Extracted information section start

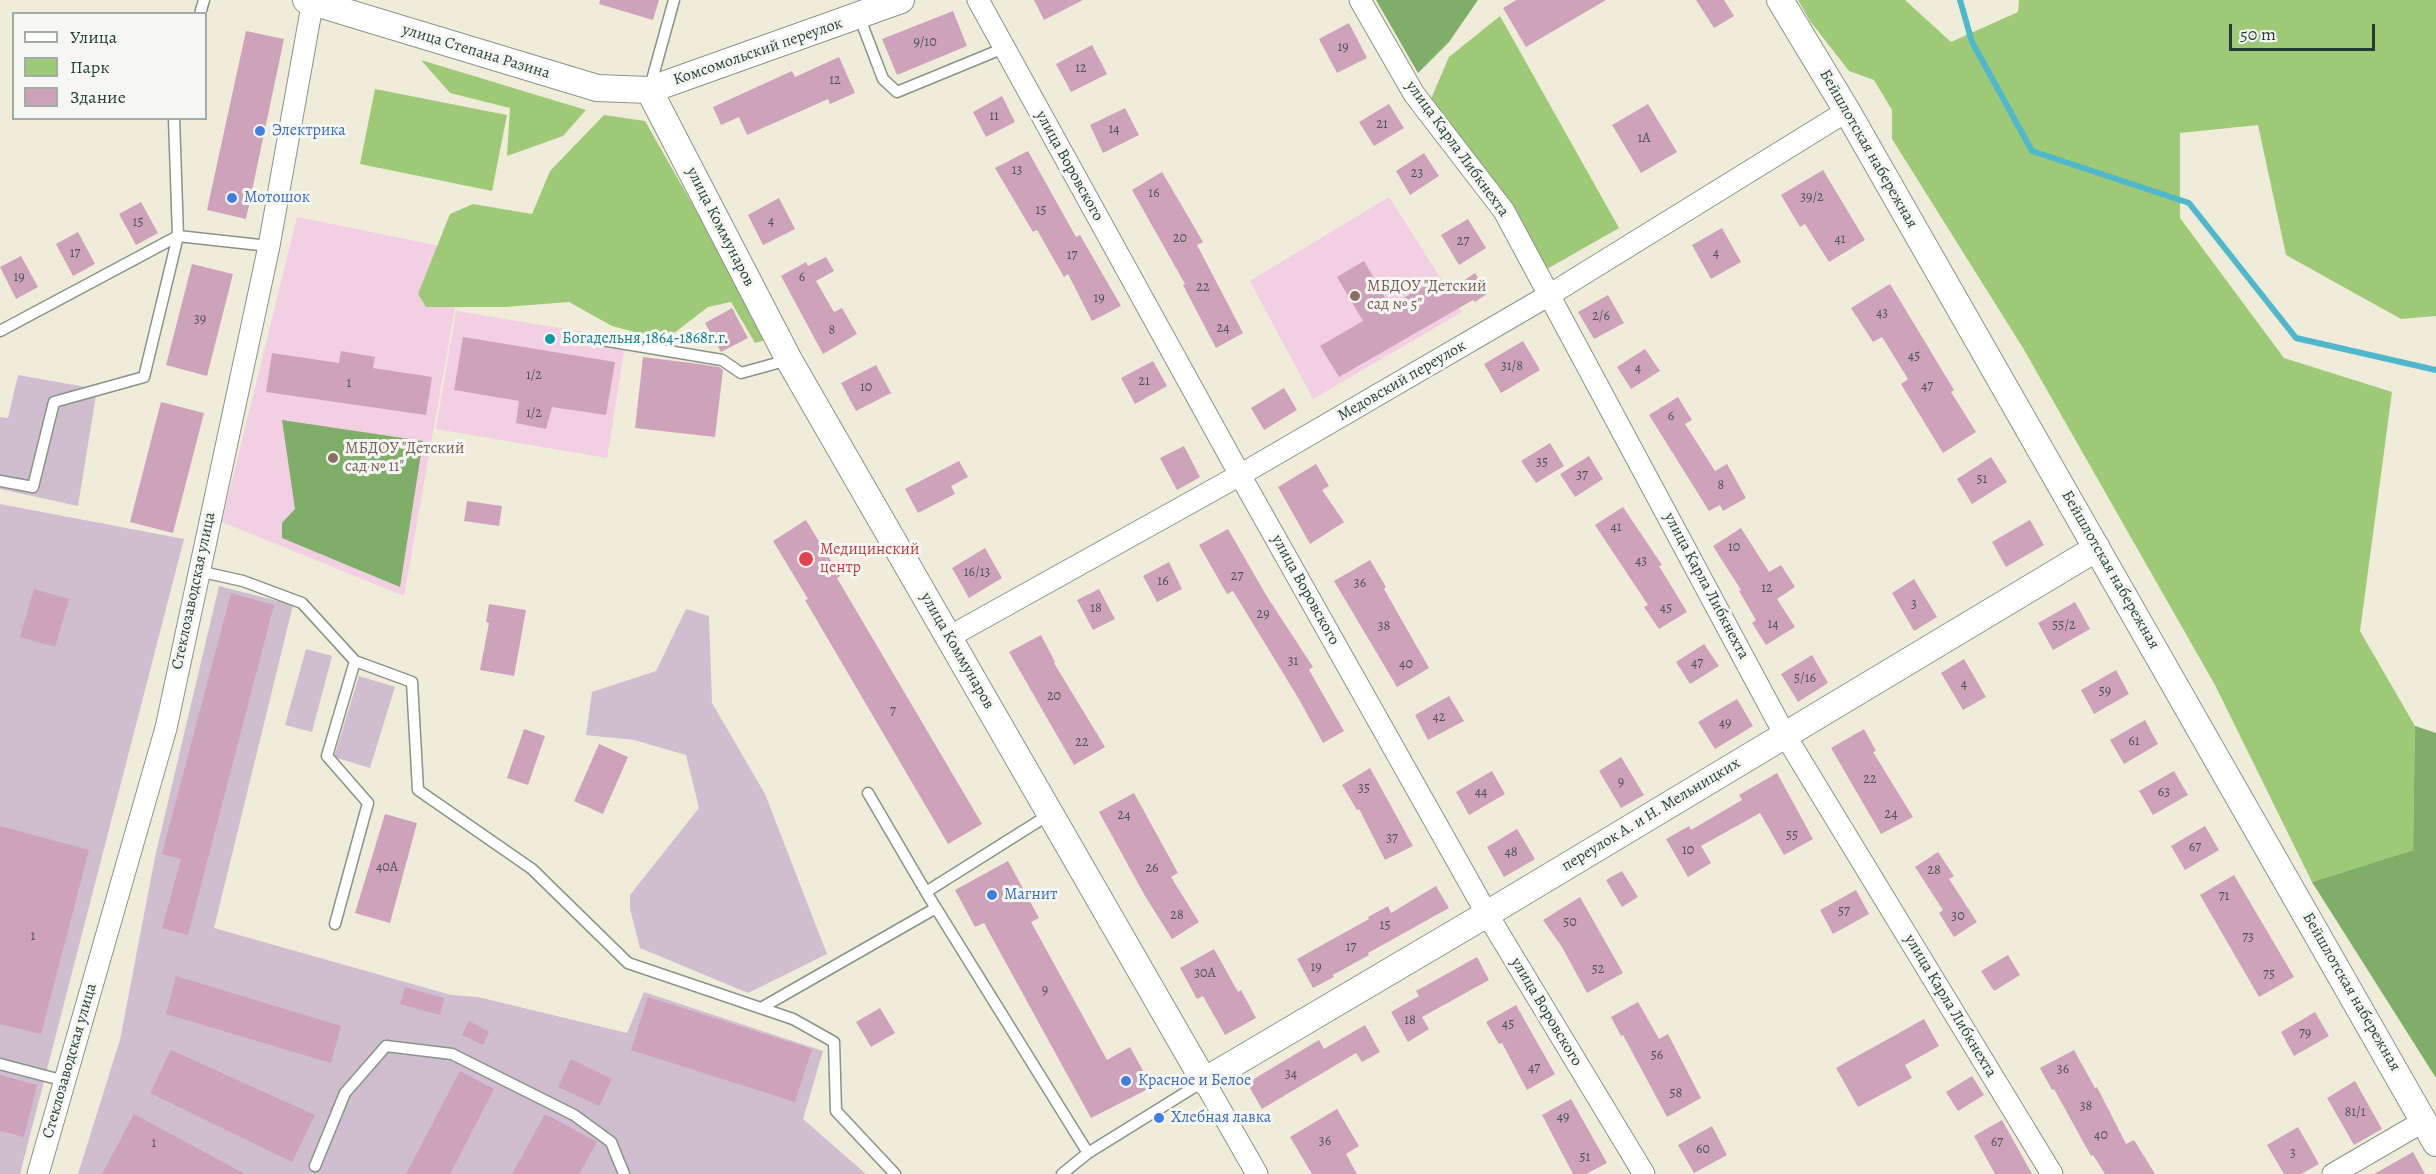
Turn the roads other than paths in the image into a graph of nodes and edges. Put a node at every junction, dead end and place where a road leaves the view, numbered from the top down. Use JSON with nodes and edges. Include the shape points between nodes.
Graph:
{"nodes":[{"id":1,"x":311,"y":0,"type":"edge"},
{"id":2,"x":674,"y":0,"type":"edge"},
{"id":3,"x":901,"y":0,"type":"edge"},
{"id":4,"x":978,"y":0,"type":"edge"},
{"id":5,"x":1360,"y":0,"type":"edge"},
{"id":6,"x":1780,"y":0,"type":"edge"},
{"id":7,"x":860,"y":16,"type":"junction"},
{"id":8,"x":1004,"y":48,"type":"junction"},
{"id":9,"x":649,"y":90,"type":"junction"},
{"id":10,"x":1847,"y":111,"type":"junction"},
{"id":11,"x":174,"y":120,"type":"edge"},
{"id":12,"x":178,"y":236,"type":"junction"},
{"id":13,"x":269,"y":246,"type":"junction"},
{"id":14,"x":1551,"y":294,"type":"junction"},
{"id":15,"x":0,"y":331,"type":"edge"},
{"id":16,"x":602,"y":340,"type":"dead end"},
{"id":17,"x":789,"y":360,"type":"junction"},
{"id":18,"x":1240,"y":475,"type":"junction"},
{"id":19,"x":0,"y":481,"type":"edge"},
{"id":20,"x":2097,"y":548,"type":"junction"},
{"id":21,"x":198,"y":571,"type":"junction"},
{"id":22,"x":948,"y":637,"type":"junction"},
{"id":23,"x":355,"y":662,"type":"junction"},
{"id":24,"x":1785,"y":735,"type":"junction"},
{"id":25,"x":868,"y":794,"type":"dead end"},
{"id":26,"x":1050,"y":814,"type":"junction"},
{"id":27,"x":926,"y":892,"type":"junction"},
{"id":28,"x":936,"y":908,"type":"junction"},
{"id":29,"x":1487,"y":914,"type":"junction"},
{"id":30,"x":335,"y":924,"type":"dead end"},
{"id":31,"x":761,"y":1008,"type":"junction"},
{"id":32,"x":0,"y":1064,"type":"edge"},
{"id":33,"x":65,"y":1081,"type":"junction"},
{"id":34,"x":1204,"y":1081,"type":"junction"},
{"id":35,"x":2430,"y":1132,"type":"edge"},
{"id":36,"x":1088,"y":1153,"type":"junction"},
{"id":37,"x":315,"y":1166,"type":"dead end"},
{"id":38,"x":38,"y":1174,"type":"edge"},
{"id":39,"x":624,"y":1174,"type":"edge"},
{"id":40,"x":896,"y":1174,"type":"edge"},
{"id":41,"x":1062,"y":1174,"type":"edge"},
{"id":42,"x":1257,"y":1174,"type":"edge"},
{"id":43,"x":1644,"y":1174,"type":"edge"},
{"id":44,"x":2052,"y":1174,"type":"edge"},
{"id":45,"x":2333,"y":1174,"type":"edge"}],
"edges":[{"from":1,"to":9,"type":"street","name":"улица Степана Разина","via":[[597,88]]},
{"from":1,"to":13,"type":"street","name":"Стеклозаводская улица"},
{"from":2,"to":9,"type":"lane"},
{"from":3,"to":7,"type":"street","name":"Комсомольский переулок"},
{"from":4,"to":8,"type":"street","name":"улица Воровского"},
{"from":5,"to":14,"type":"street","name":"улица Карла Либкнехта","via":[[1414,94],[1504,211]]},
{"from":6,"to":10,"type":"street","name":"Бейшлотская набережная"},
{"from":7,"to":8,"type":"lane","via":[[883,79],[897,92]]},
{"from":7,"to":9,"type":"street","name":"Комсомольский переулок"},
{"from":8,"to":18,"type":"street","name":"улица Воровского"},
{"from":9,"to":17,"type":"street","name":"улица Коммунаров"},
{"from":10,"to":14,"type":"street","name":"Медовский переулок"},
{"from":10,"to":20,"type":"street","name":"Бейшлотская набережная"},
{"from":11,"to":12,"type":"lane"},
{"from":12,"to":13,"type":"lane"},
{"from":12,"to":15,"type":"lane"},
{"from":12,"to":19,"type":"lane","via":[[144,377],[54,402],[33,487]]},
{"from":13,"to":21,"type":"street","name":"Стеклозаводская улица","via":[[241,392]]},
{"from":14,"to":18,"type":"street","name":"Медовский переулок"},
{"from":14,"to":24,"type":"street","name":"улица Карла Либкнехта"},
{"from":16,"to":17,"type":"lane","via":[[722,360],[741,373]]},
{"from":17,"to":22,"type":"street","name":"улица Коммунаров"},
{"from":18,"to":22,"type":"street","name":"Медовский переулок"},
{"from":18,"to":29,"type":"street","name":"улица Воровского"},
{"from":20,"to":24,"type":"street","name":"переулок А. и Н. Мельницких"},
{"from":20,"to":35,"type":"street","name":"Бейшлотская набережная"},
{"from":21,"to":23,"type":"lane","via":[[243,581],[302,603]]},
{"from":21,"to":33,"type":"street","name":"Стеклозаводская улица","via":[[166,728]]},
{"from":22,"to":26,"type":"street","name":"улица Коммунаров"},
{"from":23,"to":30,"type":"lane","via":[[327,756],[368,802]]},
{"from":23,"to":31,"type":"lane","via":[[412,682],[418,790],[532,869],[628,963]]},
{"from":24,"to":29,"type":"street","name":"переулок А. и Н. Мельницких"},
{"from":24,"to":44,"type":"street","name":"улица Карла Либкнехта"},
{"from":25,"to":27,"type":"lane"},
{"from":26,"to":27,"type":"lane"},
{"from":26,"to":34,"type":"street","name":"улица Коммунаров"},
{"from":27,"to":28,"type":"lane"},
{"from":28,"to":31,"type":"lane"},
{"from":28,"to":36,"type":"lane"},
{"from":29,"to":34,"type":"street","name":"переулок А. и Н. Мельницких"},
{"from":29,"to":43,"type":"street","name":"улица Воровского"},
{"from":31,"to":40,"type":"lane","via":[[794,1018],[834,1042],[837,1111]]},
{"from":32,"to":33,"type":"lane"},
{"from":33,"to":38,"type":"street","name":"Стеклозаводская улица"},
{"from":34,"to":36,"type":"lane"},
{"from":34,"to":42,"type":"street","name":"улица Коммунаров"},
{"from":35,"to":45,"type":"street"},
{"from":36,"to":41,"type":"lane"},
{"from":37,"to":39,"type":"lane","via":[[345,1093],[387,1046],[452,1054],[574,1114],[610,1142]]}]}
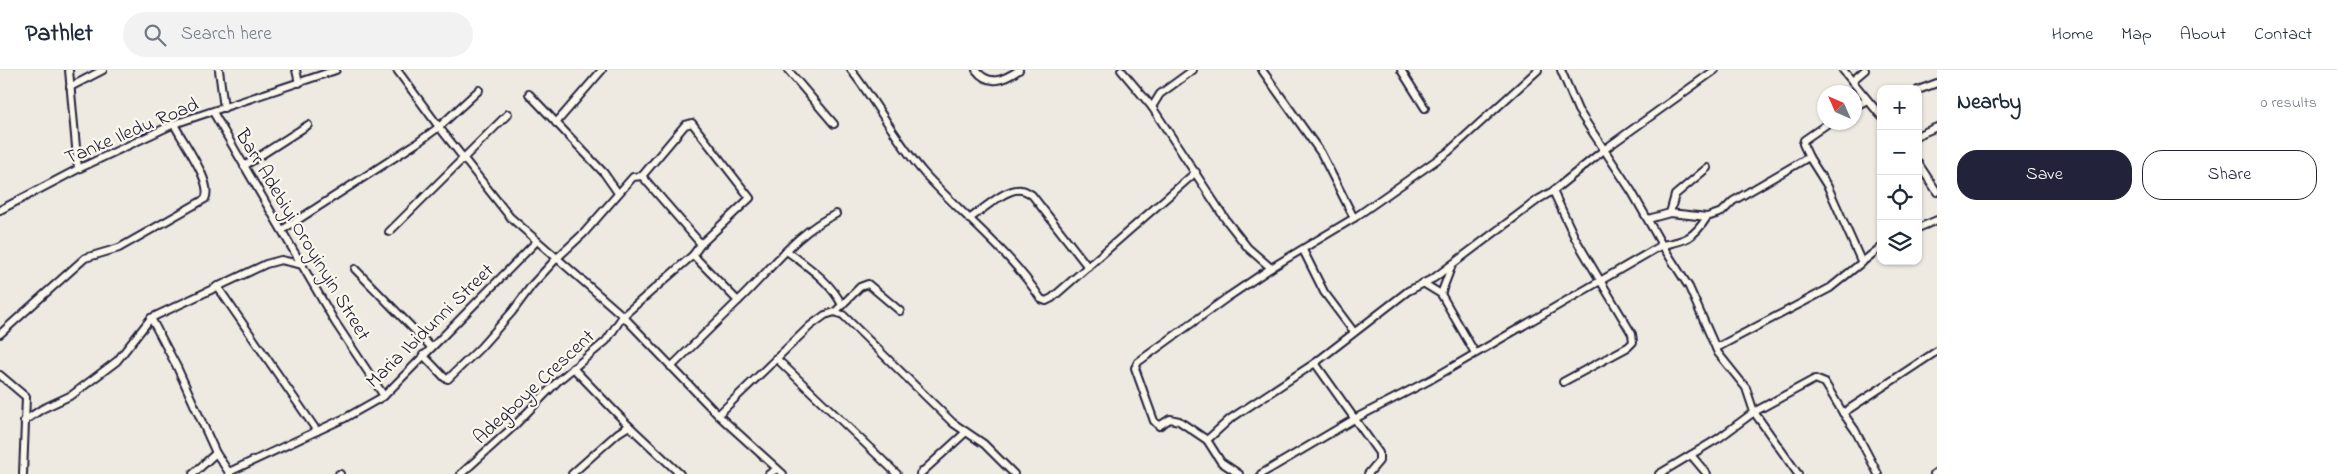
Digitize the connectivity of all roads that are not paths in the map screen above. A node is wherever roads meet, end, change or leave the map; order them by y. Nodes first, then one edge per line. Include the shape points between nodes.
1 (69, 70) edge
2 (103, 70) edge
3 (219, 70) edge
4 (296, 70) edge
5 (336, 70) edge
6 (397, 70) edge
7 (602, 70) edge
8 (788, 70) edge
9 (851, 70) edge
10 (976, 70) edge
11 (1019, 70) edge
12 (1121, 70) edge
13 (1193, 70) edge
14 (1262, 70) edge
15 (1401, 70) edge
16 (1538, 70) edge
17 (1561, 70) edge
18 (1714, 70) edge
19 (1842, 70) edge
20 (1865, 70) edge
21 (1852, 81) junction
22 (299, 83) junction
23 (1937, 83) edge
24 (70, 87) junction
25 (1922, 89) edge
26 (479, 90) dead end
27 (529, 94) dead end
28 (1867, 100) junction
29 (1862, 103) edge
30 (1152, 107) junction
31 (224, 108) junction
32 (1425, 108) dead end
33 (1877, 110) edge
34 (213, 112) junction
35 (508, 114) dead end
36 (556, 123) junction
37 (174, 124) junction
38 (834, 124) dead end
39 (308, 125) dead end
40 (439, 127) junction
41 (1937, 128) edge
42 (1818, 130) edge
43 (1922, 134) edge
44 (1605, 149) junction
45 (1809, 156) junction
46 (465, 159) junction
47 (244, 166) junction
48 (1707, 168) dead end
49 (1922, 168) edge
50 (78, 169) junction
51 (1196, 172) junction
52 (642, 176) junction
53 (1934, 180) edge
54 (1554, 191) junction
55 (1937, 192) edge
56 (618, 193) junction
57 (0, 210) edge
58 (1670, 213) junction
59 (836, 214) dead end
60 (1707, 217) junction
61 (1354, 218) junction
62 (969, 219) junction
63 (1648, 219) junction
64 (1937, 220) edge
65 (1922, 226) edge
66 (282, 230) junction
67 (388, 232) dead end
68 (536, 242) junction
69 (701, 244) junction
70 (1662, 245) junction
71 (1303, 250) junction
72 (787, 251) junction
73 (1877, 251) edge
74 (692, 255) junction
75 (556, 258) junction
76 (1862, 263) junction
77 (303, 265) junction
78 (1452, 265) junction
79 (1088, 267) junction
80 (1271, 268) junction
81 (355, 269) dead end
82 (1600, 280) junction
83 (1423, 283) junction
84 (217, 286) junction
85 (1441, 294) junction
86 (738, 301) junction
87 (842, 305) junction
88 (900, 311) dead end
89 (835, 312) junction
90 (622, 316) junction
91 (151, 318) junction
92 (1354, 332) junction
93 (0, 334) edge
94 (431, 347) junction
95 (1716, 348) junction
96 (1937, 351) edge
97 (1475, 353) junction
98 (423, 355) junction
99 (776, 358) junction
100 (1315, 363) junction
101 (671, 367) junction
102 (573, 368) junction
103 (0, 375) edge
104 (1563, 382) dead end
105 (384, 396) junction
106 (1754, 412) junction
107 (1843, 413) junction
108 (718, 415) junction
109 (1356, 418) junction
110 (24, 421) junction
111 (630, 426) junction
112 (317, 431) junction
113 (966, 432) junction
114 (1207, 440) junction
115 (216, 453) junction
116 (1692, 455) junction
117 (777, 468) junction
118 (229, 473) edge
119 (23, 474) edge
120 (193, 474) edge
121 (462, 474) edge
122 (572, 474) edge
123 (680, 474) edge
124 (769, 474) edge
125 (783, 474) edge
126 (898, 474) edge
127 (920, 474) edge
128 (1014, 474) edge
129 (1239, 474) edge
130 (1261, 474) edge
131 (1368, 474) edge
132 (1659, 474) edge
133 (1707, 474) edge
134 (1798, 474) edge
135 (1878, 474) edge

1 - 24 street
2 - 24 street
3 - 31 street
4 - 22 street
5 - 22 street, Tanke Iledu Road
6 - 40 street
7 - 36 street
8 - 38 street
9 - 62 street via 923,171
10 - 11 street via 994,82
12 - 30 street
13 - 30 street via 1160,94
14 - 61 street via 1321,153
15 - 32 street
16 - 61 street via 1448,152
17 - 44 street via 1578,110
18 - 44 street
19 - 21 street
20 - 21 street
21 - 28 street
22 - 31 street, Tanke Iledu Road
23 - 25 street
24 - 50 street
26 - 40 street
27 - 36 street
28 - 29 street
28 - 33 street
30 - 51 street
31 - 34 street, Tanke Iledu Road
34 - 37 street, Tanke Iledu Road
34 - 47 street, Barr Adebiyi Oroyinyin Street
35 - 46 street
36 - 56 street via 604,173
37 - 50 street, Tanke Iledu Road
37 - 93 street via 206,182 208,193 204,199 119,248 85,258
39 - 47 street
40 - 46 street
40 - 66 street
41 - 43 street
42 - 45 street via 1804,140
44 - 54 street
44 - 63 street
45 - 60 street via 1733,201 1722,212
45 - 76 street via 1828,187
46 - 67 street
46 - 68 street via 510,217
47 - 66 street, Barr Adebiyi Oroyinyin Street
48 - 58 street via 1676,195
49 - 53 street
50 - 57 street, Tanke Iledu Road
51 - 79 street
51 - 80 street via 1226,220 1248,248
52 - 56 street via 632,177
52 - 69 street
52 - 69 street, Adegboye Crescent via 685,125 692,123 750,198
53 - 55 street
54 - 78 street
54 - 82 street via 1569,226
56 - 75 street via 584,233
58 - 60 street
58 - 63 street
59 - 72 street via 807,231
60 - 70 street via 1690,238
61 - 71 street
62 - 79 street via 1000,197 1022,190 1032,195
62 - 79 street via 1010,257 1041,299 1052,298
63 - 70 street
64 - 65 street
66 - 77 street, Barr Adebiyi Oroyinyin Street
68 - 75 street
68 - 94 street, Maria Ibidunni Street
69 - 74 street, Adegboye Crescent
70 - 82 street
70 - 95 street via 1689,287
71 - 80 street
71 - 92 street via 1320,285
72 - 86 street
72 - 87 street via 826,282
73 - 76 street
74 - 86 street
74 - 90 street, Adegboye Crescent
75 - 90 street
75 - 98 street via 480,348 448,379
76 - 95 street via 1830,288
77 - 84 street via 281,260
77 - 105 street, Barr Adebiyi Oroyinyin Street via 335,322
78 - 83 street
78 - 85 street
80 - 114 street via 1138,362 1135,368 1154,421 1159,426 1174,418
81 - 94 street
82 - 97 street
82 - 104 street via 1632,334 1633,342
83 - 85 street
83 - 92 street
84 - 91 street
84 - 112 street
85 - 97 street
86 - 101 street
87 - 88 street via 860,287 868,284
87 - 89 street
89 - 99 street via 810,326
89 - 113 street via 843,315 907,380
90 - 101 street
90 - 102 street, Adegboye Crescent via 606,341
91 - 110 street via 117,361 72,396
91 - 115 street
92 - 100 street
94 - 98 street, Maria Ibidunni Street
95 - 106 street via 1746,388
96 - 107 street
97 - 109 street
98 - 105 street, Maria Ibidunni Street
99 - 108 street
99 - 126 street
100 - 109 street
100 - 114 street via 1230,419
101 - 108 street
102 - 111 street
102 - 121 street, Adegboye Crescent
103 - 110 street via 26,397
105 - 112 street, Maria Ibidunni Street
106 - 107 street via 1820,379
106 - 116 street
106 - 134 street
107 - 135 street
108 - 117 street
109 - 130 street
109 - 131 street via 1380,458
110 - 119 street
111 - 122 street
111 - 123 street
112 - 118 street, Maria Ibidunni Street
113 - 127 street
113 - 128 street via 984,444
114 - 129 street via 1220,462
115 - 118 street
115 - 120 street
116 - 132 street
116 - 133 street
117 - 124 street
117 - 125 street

Extracted information section end

* **Problem details**: Which lines in the material contain the word "Adebiyi"? Pull each of them out.

* **Result**:
34 - 47 street, Barr Adebiyi Oroyinyin Street
47 - 66 street, Barr Adebiyi Oroyinyin Street
66 - 77 street, Barr Adebiyi Oroyinyin Street
77 - 105 street, Barr Adebiyi Oroyinyin Street via 335,322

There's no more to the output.